Whereas, had Jesus stayed at the Kfar Nahum synagogue, he’d have been one of the resident rabbis—the man who spoke second, third, fourth, whatever, depending on how many rabbis wished to speak. He wouldn’t have started the lesson, presented his (infallibly accurate) interpretation of God’s word, obligating every other rabbi to either accept or reject his message. He’d be just another rabbi reacting to the first guy. So as a traveling rabbi, Jesus would regularly go first. Smart thinking.

As Jesus went, he brought his new reputation with him. He was the guy who could tackle daimónia/“demons,” the Syrian Greek minor gods who were considered way harder to fight than mere evil spirits.
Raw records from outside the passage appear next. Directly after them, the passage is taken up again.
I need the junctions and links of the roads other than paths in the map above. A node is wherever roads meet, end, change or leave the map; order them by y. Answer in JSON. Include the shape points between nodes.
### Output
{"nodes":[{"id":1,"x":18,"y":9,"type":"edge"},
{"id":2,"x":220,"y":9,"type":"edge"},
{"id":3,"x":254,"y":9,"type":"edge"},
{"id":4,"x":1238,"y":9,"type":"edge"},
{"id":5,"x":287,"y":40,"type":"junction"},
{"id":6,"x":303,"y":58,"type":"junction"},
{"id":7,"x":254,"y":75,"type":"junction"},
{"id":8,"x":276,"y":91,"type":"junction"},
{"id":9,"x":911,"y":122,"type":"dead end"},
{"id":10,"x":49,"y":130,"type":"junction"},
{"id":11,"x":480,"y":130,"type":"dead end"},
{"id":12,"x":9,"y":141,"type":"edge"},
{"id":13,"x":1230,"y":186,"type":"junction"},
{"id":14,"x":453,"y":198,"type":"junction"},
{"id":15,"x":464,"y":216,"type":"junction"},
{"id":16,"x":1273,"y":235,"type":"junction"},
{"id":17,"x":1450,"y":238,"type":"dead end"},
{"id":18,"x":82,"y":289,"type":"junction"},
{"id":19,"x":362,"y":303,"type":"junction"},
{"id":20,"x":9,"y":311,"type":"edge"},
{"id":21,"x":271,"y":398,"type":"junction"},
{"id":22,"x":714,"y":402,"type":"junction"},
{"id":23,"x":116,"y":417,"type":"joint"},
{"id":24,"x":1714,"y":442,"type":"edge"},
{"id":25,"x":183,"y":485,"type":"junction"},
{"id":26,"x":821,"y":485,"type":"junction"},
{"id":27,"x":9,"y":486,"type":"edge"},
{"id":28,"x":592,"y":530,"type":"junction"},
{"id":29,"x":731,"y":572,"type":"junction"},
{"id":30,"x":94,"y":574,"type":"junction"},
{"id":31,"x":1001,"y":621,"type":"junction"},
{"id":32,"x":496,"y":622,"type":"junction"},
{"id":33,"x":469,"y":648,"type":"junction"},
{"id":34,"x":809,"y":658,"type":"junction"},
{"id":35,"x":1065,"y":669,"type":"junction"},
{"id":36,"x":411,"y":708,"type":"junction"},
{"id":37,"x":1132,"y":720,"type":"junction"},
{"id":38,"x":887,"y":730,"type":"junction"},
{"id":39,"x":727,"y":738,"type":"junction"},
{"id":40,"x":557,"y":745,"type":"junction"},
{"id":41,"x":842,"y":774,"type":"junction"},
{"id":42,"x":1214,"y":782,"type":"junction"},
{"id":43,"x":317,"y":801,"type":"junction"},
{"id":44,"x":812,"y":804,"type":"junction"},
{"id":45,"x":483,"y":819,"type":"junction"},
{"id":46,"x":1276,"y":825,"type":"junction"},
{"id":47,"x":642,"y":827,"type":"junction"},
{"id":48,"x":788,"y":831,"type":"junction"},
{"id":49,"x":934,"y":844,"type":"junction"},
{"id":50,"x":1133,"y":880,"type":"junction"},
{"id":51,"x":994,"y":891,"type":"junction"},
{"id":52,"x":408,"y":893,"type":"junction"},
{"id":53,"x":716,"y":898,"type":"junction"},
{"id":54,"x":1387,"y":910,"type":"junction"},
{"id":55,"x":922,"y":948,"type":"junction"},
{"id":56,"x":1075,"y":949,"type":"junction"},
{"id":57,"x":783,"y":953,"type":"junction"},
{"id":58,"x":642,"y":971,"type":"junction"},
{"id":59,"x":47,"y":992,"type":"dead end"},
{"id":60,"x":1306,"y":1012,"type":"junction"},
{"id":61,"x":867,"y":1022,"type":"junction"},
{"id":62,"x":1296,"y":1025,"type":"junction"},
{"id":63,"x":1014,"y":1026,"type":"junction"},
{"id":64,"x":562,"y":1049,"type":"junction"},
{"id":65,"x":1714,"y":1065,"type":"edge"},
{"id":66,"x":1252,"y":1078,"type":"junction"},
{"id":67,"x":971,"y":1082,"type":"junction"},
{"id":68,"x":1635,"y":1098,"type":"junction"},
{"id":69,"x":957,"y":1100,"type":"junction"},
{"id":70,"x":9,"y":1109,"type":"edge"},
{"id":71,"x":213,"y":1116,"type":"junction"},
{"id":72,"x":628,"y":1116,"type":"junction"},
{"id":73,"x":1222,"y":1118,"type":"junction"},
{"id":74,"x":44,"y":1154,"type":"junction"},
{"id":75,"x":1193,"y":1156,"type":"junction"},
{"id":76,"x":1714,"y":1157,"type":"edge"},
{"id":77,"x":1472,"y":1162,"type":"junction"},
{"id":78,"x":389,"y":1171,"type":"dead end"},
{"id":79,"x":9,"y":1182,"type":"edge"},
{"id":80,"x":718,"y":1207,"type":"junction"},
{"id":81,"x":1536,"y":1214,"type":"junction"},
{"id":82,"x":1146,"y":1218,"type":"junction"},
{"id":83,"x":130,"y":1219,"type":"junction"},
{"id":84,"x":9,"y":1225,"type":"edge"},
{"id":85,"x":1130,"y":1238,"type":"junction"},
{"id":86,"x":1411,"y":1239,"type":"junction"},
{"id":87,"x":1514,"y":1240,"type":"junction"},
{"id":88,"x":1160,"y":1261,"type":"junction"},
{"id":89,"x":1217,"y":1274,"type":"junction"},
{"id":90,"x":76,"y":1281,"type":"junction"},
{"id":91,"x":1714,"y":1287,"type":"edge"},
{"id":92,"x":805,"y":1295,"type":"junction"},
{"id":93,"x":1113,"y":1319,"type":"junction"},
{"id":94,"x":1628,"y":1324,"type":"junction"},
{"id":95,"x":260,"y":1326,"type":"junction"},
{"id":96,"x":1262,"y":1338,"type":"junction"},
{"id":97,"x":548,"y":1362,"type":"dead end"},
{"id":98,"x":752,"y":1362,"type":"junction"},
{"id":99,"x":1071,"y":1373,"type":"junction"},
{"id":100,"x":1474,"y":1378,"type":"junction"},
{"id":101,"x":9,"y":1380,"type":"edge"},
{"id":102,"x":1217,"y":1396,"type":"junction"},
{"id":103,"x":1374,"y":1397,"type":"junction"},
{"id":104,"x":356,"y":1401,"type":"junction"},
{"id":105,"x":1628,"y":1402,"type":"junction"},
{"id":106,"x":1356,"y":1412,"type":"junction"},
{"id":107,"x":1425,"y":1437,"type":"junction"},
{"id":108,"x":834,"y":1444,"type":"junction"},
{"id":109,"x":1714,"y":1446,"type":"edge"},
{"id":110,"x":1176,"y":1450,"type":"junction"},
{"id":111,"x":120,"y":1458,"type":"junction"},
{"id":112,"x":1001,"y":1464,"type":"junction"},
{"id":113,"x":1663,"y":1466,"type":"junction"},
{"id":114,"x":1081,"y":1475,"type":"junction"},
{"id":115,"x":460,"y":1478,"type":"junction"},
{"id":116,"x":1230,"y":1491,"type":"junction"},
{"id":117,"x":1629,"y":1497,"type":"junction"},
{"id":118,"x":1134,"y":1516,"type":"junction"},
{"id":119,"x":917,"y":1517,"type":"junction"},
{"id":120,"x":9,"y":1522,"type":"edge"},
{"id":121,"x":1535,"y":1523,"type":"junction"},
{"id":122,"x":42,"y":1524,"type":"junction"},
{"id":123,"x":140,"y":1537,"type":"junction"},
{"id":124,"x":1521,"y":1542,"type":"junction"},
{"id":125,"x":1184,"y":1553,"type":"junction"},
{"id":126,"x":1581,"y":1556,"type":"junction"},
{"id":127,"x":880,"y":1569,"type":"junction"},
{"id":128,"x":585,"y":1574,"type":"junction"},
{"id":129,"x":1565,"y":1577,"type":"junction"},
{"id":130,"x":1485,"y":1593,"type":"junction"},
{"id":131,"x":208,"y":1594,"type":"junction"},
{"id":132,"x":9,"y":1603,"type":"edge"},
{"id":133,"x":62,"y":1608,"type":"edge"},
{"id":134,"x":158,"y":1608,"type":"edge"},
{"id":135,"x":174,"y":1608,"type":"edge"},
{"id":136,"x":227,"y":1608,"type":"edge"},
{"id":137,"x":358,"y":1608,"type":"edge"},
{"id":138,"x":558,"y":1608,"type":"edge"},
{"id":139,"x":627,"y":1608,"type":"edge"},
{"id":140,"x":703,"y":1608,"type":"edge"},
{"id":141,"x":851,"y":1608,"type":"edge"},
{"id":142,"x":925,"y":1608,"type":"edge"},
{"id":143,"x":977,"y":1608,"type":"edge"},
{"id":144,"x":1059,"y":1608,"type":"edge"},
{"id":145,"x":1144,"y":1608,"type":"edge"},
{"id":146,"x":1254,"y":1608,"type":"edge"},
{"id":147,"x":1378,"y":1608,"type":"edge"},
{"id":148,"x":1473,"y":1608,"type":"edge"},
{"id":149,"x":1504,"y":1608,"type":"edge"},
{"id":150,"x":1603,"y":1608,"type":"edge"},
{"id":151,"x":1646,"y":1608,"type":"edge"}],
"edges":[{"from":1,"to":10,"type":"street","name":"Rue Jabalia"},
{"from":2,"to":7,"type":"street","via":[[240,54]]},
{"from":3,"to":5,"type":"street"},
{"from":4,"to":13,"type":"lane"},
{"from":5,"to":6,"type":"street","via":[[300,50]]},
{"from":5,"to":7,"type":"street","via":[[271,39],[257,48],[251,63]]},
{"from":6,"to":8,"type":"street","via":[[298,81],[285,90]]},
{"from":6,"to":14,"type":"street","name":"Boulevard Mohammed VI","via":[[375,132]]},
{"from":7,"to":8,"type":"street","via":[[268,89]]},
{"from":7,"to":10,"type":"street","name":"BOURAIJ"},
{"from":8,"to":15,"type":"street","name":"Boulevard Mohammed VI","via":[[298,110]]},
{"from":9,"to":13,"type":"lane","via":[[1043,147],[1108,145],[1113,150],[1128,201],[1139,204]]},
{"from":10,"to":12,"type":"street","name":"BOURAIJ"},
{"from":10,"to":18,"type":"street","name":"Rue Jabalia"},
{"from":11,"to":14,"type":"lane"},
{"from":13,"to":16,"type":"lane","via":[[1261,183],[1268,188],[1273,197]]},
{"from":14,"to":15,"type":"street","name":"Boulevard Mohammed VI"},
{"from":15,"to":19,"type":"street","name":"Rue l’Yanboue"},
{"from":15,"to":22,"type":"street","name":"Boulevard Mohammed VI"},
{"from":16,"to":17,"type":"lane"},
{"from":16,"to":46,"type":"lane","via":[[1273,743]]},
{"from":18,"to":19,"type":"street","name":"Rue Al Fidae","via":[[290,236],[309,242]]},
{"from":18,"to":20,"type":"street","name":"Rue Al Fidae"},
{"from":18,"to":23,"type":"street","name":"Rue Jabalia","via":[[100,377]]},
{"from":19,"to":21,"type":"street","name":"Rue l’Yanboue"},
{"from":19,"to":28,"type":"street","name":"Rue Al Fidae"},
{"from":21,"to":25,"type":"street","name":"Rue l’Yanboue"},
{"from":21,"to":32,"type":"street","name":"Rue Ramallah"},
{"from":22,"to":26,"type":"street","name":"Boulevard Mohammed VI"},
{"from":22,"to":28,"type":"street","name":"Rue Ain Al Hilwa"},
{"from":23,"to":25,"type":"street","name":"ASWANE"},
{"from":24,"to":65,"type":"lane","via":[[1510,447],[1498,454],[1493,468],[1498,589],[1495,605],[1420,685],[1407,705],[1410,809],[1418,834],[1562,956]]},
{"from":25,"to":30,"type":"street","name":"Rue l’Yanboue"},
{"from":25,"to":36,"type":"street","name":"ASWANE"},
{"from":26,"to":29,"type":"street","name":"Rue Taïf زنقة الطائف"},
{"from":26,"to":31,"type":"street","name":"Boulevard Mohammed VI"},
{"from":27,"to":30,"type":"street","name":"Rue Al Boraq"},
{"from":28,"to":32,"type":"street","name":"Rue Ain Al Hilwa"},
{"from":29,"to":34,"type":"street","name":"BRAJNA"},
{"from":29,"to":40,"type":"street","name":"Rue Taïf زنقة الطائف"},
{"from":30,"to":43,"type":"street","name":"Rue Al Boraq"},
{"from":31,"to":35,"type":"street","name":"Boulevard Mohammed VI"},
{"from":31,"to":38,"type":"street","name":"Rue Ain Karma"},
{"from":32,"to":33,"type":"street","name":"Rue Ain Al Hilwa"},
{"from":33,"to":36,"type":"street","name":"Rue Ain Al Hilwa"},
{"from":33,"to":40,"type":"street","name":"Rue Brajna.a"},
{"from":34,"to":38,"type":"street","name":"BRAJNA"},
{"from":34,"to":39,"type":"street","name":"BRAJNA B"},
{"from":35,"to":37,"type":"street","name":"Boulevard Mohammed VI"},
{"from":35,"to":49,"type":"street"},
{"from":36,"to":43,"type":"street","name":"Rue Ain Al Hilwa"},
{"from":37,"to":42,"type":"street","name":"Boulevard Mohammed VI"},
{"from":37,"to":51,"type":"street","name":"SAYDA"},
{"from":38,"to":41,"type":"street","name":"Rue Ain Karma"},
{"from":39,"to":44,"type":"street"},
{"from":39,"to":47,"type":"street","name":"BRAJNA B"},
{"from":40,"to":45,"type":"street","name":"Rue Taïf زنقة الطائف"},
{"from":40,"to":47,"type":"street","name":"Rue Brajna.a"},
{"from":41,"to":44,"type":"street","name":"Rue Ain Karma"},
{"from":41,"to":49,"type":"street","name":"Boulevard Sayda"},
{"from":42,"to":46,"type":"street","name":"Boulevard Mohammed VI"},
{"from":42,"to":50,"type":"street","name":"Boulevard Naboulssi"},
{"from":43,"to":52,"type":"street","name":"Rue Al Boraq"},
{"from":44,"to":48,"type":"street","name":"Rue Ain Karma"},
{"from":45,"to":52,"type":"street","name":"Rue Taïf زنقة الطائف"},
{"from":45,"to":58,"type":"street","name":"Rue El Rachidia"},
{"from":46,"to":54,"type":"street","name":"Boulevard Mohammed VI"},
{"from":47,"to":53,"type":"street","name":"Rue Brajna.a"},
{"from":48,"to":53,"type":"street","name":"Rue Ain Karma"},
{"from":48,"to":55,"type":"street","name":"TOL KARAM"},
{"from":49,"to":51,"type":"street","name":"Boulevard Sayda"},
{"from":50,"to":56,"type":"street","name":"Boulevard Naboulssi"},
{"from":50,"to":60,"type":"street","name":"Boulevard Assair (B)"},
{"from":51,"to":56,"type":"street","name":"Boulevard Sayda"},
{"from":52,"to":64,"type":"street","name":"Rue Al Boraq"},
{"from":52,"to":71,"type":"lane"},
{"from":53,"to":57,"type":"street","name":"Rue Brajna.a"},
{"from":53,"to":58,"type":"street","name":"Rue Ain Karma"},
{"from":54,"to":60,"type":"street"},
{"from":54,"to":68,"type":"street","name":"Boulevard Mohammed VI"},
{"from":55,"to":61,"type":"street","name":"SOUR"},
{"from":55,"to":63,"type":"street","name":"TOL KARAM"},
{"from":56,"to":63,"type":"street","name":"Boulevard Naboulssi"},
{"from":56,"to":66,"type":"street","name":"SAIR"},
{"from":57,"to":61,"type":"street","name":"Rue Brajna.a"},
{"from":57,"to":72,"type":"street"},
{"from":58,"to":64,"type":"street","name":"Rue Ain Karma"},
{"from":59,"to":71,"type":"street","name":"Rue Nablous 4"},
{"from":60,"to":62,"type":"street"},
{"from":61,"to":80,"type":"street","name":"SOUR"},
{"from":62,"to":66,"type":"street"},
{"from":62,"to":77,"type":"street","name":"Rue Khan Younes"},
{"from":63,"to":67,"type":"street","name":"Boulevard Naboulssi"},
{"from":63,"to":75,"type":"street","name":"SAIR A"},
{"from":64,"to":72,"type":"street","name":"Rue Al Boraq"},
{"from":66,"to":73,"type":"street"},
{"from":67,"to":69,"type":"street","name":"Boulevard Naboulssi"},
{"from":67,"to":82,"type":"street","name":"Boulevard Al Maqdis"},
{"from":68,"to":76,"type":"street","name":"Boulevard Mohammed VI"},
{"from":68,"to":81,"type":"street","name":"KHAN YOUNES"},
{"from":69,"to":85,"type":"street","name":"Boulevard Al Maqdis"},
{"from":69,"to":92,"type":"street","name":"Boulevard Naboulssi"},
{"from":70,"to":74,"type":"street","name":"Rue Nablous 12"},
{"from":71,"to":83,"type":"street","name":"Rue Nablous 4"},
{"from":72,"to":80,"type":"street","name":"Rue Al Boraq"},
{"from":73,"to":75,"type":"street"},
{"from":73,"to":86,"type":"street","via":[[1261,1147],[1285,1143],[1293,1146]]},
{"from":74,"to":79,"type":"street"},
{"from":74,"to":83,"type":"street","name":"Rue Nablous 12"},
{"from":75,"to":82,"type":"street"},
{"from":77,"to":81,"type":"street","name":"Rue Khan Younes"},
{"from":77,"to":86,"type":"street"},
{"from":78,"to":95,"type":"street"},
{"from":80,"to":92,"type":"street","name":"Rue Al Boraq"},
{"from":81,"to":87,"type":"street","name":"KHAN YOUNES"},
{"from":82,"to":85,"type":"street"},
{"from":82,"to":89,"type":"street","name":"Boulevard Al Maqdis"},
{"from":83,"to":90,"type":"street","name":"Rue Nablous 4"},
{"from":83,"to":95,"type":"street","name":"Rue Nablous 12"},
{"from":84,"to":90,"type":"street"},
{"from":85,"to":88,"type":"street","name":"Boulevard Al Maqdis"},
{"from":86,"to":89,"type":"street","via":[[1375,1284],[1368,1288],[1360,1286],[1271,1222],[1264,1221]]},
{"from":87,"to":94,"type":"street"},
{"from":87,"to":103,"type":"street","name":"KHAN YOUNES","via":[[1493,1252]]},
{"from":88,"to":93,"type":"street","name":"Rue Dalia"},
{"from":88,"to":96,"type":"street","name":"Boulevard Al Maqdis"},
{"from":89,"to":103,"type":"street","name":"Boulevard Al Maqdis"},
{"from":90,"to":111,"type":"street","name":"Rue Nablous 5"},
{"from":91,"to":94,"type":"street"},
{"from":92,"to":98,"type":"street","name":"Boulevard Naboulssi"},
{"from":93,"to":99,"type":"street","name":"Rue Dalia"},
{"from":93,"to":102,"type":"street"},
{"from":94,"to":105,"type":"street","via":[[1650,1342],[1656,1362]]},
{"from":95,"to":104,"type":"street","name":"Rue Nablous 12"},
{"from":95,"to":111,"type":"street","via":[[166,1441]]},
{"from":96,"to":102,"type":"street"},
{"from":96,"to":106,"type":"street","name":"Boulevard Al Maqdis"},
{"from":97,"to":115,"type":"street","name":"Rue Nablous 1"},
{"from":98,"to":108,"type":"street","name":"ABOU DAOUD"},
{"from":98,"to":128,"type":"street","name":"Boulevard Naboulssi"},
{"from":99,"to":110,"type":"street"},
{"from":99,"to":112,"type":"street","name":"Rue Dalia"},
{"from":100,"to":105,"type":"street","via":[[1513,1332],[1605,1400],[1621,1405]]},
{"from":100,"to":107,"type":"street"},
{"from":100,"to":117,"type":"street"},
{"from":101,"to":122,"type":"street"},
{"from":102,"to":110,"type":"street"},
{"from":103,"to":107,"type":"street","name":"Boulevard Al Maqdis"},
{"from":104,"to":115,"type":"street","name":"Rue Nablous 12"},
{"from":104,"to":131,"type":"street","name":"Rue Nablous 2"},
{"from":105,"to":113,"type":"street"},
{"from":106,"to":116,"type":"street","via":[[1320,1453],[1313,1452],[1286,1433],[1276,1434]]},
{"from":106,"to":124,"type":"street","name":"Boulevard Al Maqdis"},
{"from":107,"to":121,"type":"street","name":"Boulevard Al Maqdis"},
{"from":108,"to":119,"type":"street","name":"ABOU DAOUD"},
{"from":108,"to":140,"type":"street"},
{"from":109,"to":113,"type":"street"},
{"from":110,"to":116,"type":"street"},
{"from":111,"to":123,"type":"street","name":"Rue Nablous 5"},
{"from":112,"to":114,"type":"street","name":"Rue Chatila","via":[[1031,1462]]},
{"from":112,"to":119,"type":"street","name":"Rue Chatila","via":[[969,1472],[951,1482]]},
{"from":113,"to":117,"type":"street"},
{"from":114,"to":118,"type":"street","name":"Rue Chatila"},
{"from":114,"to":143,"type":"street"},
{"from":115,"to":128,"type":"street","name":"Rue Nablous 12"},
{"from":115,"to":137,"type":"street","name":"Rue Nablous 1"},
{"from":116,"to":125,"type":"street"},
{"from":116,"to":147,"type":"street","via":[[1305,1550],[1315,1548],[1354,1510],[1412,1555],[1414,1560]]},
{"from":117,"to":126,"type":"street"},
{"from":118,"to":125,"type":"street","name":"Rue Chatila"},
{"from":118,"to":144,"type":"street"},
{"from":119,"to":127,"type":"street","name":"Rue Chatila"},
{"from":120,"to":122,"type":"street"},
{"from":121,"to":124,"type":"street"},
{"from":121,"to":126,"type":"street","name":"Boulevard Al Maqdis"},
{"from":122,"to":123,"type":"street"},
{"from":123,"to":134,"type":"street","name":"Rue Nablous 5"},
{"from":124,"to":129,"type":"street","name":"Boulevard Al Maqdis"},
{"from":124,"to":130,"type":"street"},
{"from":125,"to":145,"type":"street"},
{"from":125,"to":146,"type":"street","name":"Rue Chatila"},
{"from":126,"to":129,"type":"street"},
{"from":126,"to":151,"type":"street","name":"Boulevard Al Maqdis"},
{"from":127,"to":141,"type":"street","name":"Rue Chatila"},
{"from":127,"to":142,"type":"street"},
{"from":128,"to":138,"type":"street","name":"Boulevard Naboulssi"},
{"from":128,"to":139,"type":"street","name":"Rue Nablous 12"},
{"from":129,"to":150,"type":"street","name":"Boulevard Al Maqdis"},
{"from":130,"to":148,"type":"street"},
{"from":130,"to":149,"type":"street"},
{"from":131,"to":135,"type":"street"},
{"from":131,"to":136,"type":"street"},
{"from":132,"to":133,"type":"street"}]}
He, unlike other exorcists, could order ’em out of a person with a word, and they’d go. Got a demoniac in the family, and you’ve lost hope of them ever being cured? Jesus is your hope.

Now, Jesus’s reputation wasn’t necessarily an advantage. Yes, many people who’d never go to synagogue might decide to go for once, since Jesus was teaching. Maybe they’d see a miracle. And while most folks will pay closer attention to a miracle-worker, there are always those folks who don’t care what a miracle-worker has to say; they just wanna see a spectacle, and they’ll be mighty disappointed if they don’t. (Even if they get their spectacle. Too many non-Pentecostals are convinced miracles oughta look like Hollywood special effects, and when they finally see a real one, they’re a little let down. Not “special” enough.)

Yes, Jesus came to teach. But don’t get the false idea he came only to teach, or primarily to teach. Look at all the healing he did. Look at the crowds these miracles attracted. God’s kingdom consists of both teaching and power. 1Co 2.4-5 The teaching is important, but the power confirms it came from the one God sent. The power is important, but now we should learn what our almighty God expects of us. They go together—despite naysayers who doubt the power is for God’s kids in the present day, and despite power-hungry charismatics who skip Jesus’s teaching in favor of the latest thrill.

Jesus brought both teaching and power him. Don’t misread his intentions. Don’t let your bad mood warp your interpretation. Seek his mood—his love, his grace, his generosity—for yourself.